SlapOS is as a cloud operating system in which "everything is a process". If one has to manage thousands of servers with thousands of processes, hundreds of different applications in multiple releases or versions, SlapOS is useful by making the whole management process well specified, automated and controllable.

Q: Can you name users or clients of your solution? Preferably in the CAC40, DAX30, Fortune500, European governments?

SlapOS powers Teralab, Institut Mines-Télécom's Big Data Platform, but it is also used by Stellantis, Sanef or Airbus to name a few clients.

Q: Do you have a success case among these clients?

Teralab is a good example.

Q: Why did this client choose your solution rather the solution of the market leader or GAFAM?

There was the need for a scalable, industrial grade solution with high security focus that could run a cluster of VMs. While SlapOS did not boast the high-end profile of other providers, our solution was proven to work, as we are using SlapOS ourselves as backbone for our systems and all Nexedi implementations. With Cloudwatt seemlingy being abandoned through a merger, VMWare not providing a sovereign solution and Open-Stack seemingly requiring a too large investment to get running reliably, SlapOS won the bid for implementing a solution with an offer that was cheaper by multiples and also included billing and ticketing on top of cloud orchestration.

Q: What European policies do you suggest to ensure sustainable development of your technology and its adoption?

I am convinced that everything exists in Europe related to Cloud technology, but we (and especially the European government and European institutions) have to use it and buy it from European technology companies, such as us, instead of keep buying GAFAM.

Q: To what extent are the interoperability projects financed by France and Europe likely to guarantee the development of European cloud technologies?

In the current form, projects like GAIAX are probably doing more harm than good for the development of European cloud technologies because they are too much influenced by GAFAM and not use enough the existing European cloud technology.

Q: Tell us about a successful implementation. How did you implement it, why was it a success, where is this implementation today? Plans for the future? How is the relation with the client? Did the client help you get other clients?

Teralab is a very successfull implementation of SlapOS. An initial challenge we had to solve was the fact that Hadoop was running on IPv4 with no easy way to patch or port it to support IPv6. However, as we planned to use our own re6stnet for IPv6 networking within the implementation, we eventually decided to extend re6stnet and also support IPv4 in order to be able to integrate Hadoop. This took about one man-month to develop and can likely be used in other scenarios or with other legacy software. Hence, a useful feature was added to re6stnet as part of this project.

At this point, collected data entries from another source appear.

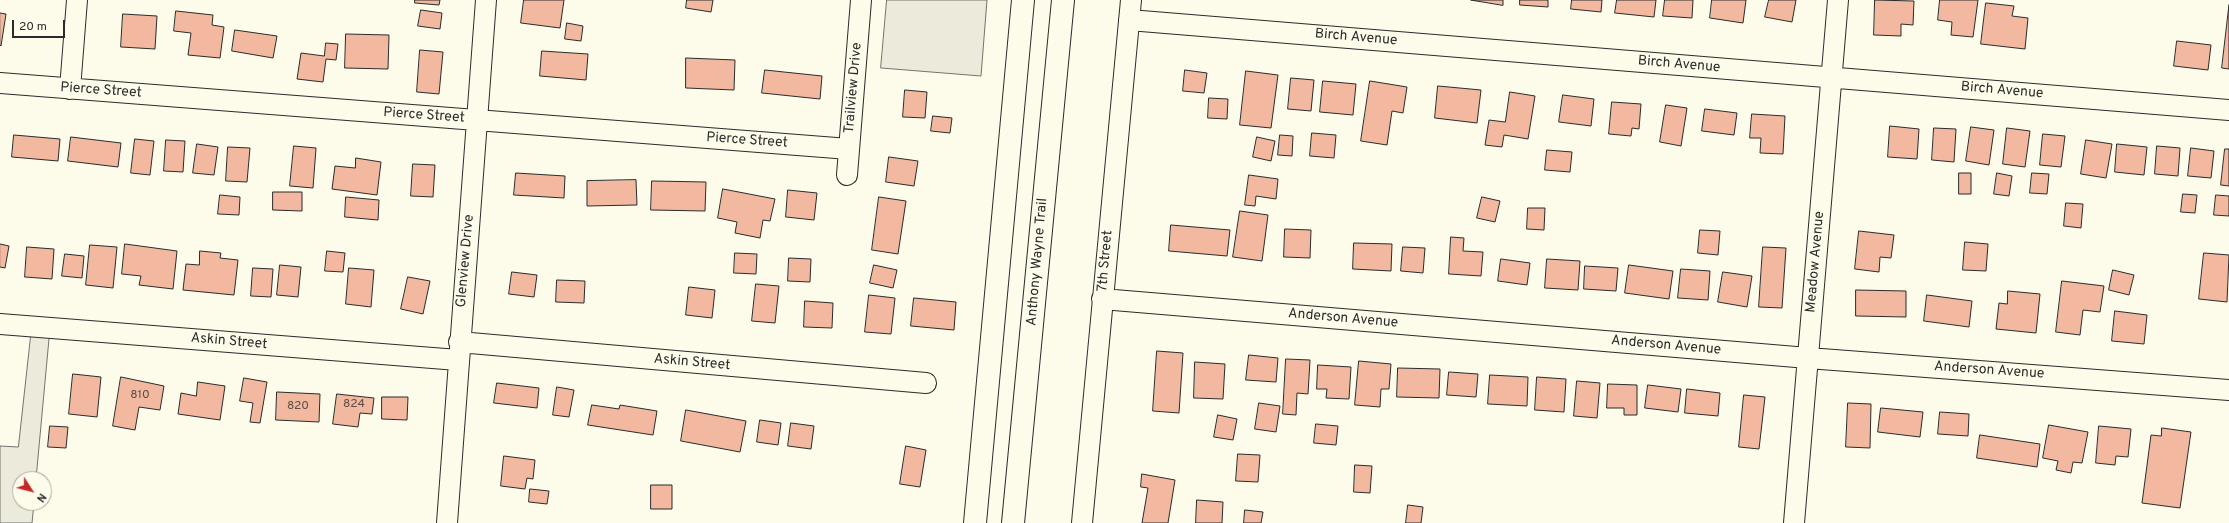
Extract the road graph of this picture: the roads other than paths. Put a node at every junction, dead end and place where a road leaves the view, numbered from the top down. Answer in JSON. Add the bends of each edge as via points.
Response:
{"nodes":[{"id":1,"x":77,"y":0,"type":"edge"},
{"id":2,"x":486,"y":0,"type":"edge"},
{"id":3,"x":861,"y":0,"type":"edge"},
{"id":4,"x":1023,"y":0,"type":"edge"},
{"id":5,"x":1063,"y":0,"type":"edge"},
{"id":6,"x":1131,"y":0,"type":"edge"},
{"id":7,"x":1838,"y":0,"type":"edge"},
{"id":8,"x":1129,"y":20,"type":"junction"},
{"id":9,"x":1832,"y":77,"type":"junction"},
{"id":10,"x":0,"y":83,"type":"edge"},
{"id":11,"x":70,"y":89,"type":"junction"},
{"id":12,"x":2229,"y":110,"type":"edge"},
{"id":13,"x":478,"y":121,"type":"junction"},
{"id":14,"x":849,"y":149,"type":"junction"},
{"id":15,"x":847,"y":175,"type":"dead end"},
{"id":16,"x":1102,"y":299,"type":"junction"},
{"id":17,"x":0,"y":324,"type":"edge"},
{"id":18,"x":458,"y":351,"type":"junction"},
{"id":19,"x":1808,"y":358,"type":"junction"},
{"id":20,"x":926,"y":383,"type":"dead end"},
{"id":21,"x":2229,"y":390,"type":"edge"},
{"id":22,"x":447,"y":523,"type":"edge"},
{"id":23,"x":975,"y":523,"type":"edge"},
{"id":24,"x":1013,"y":523,"type":"edge"},
{"id":25,"x":1082,"y":523,"type":"edge"},
{"id":26,"x":1794,"y":523,"type":"edge"}],
"edges":[{"from":1,"to":11,"type":"street"},
{"from":2,"to":13,"type":"street","name":"Glenview Drive"},
{"from":3,"to":14,"type":"street","name":"Trailview Drive"},
{"from":4,"to":23,"type":"highway"},
{"from":5,"to":24,"type":"highway","name":"Anthony Wayne Trail"},
{"from":6,"to":8,"type":"street","name":"7th Street"},
{"from":7,"to":9,"type":"street","name":"Meadow Avenue"},
{"from":8,"to":9,"type":"street","name":"Birch Avenue"},
{"from":8,"to":16,"type":"street","name":"7th Street"},
{"from":9,"to":12,"type":"street","name":"Birch Avenue"},
{"from":9,"to":19,"type":"street","name":"Meadow Avenue"},
{"from":10,"to":11,"type":"street","name":"Pierce Street"},
{"from":11,"to":13,"type":"street","name":"Pierce Street"},
{"from":13,"to":14,"type":"street","name":"Pierce Street"},
{"from":13,"to":18,"type":"street","name":"Glenview Drive"},
{"from":14,"to":15,"type":"street","name":"Trailview Drive"},
{"from":16,"to":19,"type":"street","name":"Anderson Avenue"},
{"from":16,"to":25,"type":"street","name":"7th Street"},
{"from":17,"to":18,"type":"street","name":"Askin Street"},
{"from":18,"to":20,"type":"street","name":"Askin Street"},
{"from":18,"to":22,"type":"street","name":"Glenview Drive"},
{"from":19,"to":21,"type":"street","name":"Anderson Avenue"},
{"from":19,"to":26,"type":"street","name":"Meadow Avenue"}]}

After that, the main task was the extension of our SlapOS's KVM virtual machine profile to automatically provision a cluster of VMs instead of a single machine using SlapOS. To achieve this, we added support for Ansible and Packer to our SlapOS's KVM recipes, giving us both "micro-level" server provisioning as well as "macro-level" cluster orchestration, both of which will also be useful for future implementations.

After three months of development our solution was put into production providing a network of isolated, yet interconnected VMs deployed throughout multiple datacenters. Teralab manages their cluster through an access server with a single point of entry (X509 certified/open VPN/https). Both this server and its backup have also been done using Ansible Playbooks.

The project proved it was possible to develop and setup an automated, customized private infrastructure on existing hardware with operating cost of 1k-2k € per month, fullfilling all security and data access requirements. Moreover, with SlapOS, a single person was able to spend half of his time maintaining a large amount of computers (120 in this case) while doing development the rest of the time, along the way proving that small local French companies can more than compete with large international corporations.

For the future there are plans to extend the implementation by also supporting Big Data software beyond Hadoop (Jupyter, Wendelin, et al) to further strengthen the technical analysis capabilities.